#### Brief:
Search the listing for the word "points" and return each line that contains it.

#### Data for this exercise:
= = =

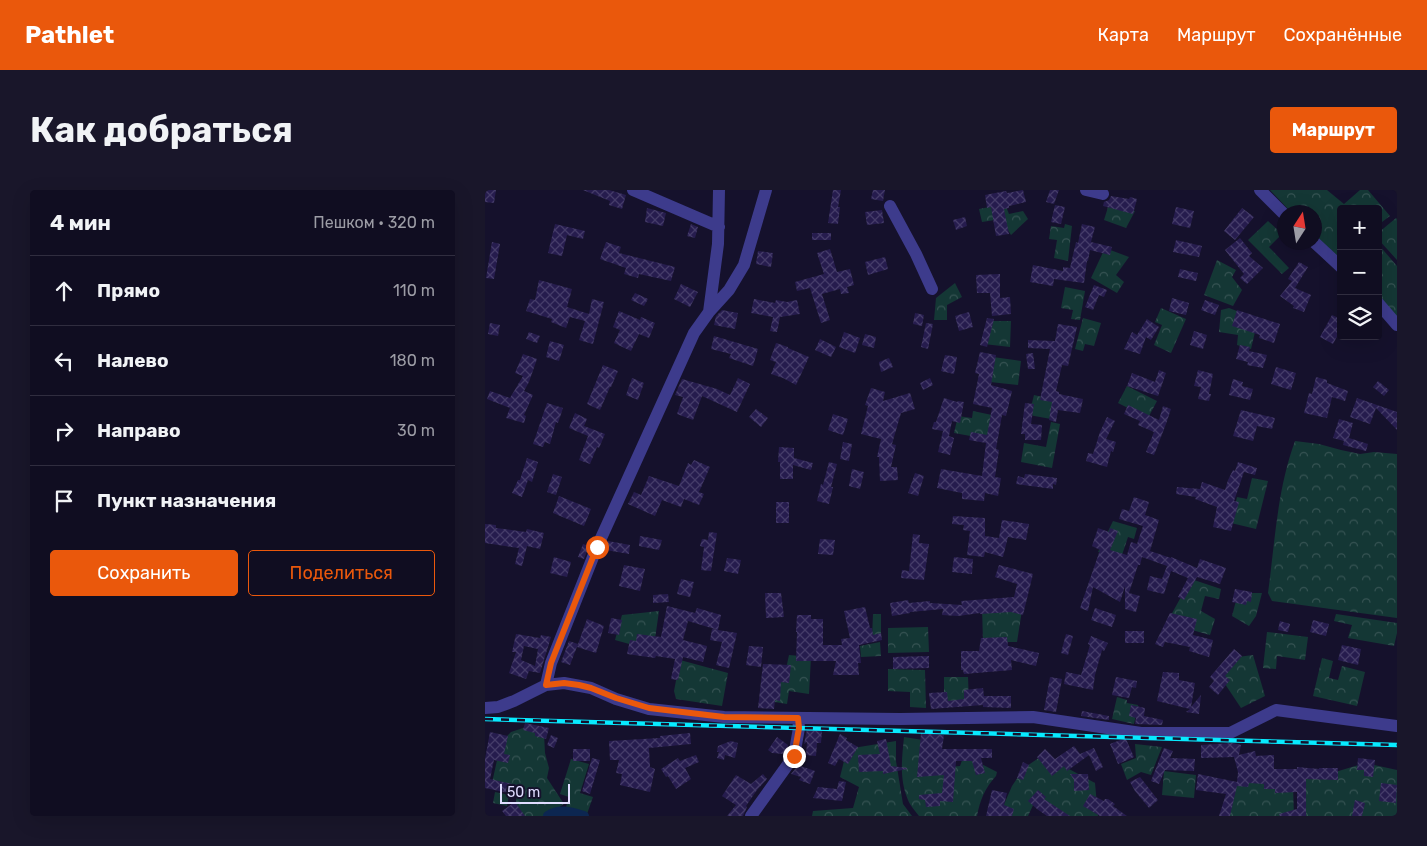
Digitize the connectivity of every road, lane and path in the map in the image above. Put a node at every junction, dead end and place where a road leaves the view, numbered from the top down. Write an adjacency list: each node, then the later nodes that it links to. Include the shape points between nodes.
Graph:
1 (633, 190): 9 (street)
2 (719, 190): 9 (street)
3 (766, 190): 14 (street, via 744,265 729,290)
4 (1086, 190): 6 (street)
5 (1260, 190): 8 (street)
6 (1103, 194)
7 (890, 206): 12 (street)
8 (1277, 206)
9 (719, 227): 14 (street)
10 (1322, 249): 11 (street)
11 (1337, 263)
12 (932, 290)
13 (1382, 308): 15 (street)
14 (709, 312): 16 (street, via 690,341 597,547 551,663)
15 (1397, 325)
16 (546, 685): 17 (street, via 515,701); 18 (street, via 579,685 649,708 724,717)
17 (485, 708)
18 (798, 718): 19 (street, via 1033,717 1141,733 1231,733 1275,710); 20 (street, via 794,756)
19 (1397, 726)
20 (751, 816)

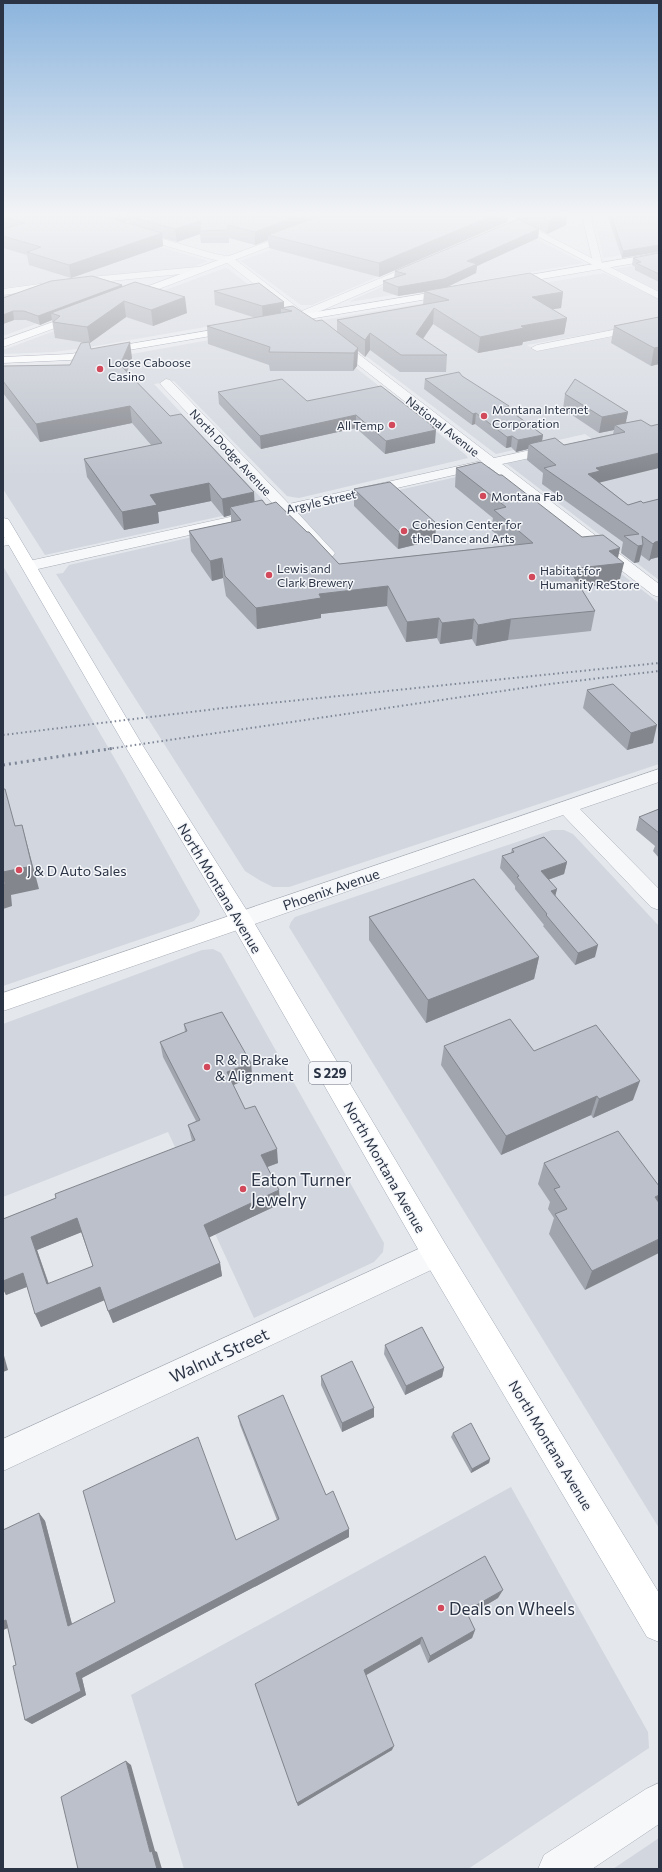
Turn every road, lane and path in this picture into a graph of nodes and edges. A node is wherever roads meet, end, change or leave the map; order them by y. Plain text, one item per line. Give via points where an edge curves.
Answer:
1 (285, 302) edge
2 (334, 302) edge
3 (386, 302) edge
4 (93, 311) edge
5 (303, 316) junction
6 (268, 323) edge
7 (659, 324) edge
8 (246, 327) edge
9 (3, 344) edge
10 (537, 348) dead end
11 (3, 360) edge
12 (166, 383) dead end
13 (574, 444) edge
14 (490, 463) junction
15 (284, 509) junction
16 (6, 534) edge
17 (337, 563) edge
18 (29, 566) junction
19 (659, 592) edge
20 (659, 775) edge
21 (566, 807) junction
22 (659, 902) edge
23 (241, 920) junction
24 (3, 1002) edge
25 (436, 1254) junction
26 (3, 1455) edge
27 (659, 1625) edge
28 (659, 1802) edge
29 (558, 1869) edge

1 - 5 street, National Avenue
2 - 5 street
3 - 5 main road
4 - 9 main road
5 - 6 main road
5 - 14 street, National Avenue
7 - 10 street
8 - 11 main road via 70,357
12 - 15 street, North Dodge Avenue
13 - 14 street, Argyle Street
14 - 15 street, Argyle Street
14 - 19 street, National Avenue
15 - 17 street, North Dodge Avenue
15 - 18 street, Argyle Street
16 - 18 main road, North Montana Avenue / S 229
18 - 23 main road, North Montana Avenue / S 229 via 134,746
20 - 21 street, Phoenix Avenue
21 - 22 street
21 - 23 street, Phoenix Avenue
23 - 24 main road, Phoenix Avenue
23 - 25 main road, North Montana Avenue / S 229
25 - 26 street, Walnut Street
25 - 27 main road, North Montana Avenue / S 229
28 - 29 street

= = =

#### Exercise output:
Digitize the connectivity of every road, lane and path in the map in the image above. Put a node at every junction, dead end and place where a road leaves the view, numbered from the top down. Write an adjacency list: each node, then the later nodes that it links to. Include the shape points between nodes.
Turn every road, lane and path in this picture into a graph of nodes and edges. A node is wherever roads meet, end, change or leave the map; order them by y. Plain text, one item per line. Give via points where an edge curves.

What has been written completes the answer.